Author: Azadeh Amraee, Fathollah Mohaghegh, Mohamad Reza Bayatiani, Masoud Bahrami, Fatemeh Seif

Category: Medical Case Reports

Abstract:

Treatment of parotid cancer with radiotherapy can lead to hearing loss. The purpose of this systematic review is to evaluate the hearing loss caused by parotid cancer radiotherapy. In this article, a systematic search of Web of Science, PubMed, Google Scholar, Elsevier, Scopus, Embase and ProQues to June 2019 including patients with parotid cancer treated with radiotherapy was performed. In total, six studies were included in the meta-analysis. All these articles were follow-up studies and reported the percentage of hearing loss. The percent of hearing loss was 0.25 (95% CI: 0.07, 0.42, I2=91.6%, 6 studies). The publication bias was evaluated using Begg’s and Egger’s tests. P-values of Begg’s and Egger’s tests were 0.497 and 0.262 respectively.

Parotid cancer radiotherapy patients may experience hearing loss. Hence it is recommended in treatment planning, that the hearing structure is drawn as an organ at risk in parotid cancer radiotherapy.

Keywords: Hearing Loss, Parotid Cancer, Radiotherapy

DOI URL: https://dx.doi.org/10.47746/FMCR.2023.4402

Full Text:

Introduction

More than 50% of salivary gland neoplasms are benign. About 70-80% of salivary gland neoplasms are created in the parotid gland (Thielker et al., 2018). The parotid gland is the biggest salivary gland and is composed of serous acini. This gland is located under the external ear canal and around the mandibular ramus (Sood et al., 2016).

The probability of parotid gland malignant tumor is rare. The salivary malignant neoplasm is about 0.5% of all malignancies including approximately 3-5% of all neck and head cancers. In most patients, the salivary gland malignant neoplasm starts in decades 6 and 7 of life (DeVita et al., 2011).

Radiotherapy is one of the methods for salivary gland cancer treatment after a surgical operation to remove the remaining cells. Also, radiotherapy is used alone or with chemotherapy in cases where surgery is not possible. Radiotherapy helps to reduce signs such as pain, bleeding, and trouble swallowing in patients with advanced cancer of the salivary gland (Mc Loughlin et al., 2019).

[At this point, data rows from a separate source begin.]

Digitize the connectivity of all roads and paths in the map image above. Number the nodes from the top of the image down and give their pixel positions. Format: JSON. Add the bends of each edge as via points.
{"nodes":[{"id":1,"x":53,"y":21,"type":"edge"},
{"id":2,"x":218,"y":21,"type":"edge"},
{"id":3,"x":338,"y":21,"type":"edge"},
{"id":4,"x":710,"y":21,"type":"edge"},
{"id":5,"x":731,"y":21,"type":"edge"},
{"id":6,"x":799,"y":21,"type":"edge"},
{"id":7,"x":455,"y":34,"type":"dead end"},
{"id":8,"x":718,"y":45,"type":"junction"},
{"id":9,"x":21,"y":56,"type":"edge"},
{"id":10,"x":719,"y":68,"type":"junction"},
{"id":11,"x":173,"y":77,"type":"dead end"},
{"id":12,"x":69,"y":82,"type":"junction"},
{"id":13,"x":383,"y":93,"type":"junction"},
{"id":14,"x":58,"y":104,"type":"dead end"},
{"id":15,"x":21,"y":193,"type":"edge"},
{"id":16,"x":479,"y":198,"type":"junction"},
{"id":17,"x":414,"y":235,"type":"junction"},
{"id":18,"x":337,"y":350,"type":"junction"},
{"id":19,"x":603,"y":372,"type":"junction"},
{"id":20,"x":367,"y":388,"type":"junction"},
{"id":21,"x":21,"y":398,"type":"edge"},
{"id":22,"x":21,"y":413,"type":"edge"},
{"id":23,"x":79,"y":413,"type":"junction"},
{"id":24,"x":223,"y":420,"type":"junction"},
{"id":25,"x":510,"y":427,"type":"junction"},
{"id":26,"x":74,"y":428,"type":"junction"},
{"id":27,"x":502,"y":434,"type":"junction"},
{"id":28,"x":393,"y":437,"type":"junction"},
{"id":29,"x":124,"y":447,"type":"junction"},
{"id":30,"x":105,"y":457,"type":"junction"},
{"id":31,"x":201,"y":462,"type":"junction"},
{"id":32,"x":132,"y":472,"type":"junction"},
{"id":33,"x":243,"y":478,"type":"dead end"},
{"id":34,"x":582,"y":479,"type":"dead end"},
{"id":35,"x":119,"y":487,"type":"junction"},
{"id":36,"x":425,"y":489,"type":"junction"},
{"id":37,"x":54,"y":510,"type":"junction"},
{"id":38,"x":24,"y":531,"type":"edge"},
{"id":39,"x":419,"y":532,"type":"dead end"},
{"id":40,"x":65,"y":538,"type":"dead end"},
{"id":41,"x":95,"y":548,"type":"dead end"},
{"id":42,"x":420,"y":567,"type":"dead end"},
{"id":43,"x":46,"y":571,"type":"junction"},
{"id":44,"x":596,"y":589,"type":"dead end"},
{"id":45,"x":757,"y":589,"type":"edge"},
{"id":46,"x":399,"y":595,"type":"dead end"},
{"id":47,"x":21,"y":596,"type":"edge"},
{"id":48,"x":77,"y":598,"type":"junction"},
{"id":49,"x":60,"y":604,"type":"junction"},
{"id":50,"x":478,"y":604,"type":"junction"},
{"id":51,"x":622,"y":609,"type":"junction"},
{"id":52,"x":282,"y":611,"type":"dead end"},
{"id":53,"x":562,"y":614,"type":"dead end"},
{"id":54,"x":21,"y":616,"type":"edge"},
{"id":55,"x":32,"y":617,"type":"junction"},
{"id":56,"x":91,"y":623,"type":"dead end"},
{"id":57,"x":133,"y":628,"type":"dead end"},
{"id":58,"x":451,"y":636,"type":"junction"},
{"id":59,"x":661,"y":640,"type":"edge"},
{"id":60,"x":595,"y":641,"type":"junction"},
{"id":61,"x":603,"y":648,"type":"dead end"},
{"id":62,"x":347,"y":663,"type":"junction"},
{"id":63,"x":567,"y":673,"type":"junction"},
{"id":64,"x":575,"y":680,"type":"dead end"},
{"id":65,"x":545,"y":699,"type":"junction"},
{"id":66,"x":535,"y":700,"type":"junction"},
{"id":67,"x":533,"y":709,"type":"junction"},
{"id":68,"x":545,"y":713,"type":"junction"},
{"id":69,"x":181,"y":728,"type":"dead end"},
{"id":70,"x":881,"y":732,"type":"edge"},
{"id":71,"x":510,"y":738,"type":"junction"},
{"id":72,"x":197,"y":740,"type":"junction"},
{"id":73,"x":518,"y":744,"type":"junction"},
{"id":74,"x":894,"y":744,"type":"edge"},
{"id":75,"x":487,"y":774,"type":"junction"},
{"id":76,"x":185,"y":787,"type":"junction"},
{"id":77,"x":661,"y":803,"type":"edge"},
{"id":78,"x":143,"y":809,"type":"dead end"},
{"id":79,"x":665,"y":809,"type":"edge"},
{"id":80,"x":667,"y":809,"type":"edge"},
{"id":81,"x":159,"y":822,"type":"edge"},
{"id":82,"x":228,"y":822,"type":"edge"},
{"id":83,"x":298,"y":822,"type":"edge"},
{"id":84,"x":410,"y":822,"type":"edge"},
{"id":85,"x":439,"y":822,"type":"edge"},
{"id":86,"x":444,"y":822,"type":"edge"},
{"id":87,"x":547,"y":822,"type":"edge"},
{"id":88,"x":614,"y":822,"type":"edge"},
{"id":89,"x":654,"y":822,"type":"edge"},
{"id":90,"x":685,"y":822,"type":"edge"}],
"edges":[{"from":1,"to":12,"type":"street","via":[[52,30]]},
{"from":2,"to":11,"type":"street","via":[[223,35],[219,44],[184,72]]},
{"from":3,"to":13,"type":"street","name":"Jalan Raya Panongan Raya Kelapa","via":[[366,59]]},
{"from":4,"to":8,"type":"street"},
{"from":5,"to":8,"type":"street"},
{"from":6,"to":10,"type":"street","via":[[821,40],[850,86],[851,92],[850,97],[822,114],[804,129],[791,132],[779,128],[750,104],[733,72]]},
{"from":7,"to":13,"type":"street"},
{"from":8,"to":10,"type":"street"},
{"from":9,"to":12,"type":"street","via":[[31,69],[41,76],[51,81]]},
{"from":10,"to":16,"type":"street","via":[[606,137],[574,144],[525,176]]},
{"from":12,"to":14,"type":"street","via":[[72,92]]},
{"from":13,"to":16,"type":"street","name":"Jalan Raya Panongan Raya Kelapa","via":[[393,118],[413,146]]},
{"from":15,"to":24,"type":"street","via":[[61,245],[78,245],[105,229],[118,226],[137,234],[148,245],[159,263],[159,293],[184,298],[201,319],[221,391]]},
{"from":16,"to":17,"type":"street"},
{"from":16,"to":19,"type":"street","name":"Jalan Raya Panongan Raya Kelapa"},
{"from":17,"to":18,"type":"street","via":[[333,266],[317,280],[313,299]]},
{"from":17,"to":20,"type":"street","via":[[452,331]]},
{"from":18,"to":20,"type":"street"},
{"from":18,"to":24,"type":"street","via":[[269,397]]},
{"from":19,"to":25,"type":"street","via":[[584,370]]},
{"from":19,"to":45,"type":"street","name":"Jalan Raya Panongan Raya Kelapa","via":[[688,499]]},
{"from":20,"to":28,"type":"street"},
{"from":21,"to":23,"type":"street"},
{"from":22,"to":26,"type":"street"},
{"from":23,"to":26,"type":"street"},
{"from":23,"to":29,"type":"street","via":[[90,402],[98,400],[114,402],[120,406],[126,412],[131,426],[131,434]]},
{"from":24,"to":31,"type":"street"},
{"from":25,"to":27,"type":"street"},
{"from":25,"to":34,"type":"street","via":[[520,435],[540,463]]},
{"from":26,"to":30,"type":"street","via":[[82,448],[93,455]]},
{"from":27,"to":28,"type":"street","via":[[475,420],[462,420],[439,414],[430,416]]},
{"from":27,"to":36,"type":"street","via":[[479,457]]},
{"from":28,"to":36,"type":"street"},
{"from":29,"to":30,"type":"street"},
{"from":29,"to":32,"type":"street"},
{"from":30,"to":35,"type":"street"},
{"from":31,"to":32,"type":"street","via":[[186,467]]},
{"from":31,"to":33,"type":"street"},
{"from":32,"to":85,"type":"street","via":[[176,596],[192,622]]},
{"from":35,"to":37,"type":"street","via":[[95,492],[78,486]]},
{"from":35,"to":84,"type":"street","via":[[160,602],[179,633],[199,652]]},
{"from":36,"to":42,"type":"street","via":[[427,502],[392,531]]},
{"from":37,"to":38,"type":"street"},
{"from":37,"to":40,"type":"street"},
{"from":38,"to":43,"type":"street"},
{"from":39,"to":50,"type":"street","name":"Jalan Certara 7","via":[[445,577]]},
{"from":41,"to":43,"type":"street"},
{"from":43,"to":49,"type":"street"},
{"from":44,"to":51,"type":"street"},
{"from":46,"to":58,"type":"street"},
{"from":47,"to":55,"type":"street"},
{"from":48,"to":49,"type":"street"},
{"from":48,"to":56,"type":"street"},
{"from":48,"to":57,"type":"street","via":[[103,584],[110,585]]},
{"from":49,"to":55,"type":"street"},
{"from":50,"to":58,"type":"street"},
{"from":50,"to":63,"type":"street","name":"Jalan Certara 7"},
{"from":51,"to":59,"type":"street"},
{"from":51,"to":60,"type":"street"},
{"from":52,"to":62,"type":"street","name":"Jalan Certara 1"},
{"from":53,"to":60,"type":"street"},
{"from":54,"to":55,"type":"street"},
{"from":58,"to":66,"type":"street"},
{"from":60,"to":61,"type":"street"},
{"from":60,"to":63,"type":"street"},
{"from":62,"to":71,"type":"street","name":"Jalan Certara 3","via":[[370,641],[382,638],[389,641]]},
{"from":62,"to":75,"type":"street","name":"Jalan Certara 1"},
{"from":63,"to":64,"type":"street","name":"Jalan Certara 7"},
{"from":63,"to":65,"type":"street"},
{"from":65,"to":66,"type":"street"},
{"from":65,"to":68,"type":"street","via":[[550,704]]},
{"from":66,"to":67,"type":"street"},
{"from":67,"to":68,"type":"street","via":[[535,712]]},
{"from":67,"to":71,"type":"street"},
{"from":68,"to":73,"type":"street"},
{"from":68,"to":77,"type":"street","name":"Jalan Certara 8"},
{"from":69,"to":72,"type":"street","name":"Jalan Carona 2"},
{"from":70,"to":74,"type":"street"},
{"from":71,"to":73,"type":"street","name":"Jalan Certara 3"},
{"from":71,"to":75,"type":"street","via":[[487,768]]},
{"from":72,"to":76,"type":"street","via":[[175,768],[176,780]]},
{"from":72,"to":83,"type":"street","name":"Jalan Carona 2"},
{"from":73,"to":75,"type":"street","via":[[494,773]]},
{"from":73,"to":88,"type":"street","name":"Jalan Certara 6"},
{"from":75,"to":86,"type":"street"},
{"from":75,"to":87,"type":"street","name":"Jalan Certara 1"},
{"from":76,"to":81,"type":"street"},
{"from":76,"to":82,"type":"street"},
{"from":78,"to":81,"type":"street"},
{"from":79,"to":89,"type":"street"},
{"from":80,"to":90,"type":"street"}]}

Parotid radiotherapy has some side effects such as harm to the cochlea and auditory nerve. These harms can lead to hearing loss (Stramandinoli-Zanicotti et al., 2013). Although these complications are reduced in newer techniques such as Intensity-Modulated Radiation Therapy (IMRT), still hearing loss is one of the problems of patients undergoing radiotherapy (Theunissen et al., 2014).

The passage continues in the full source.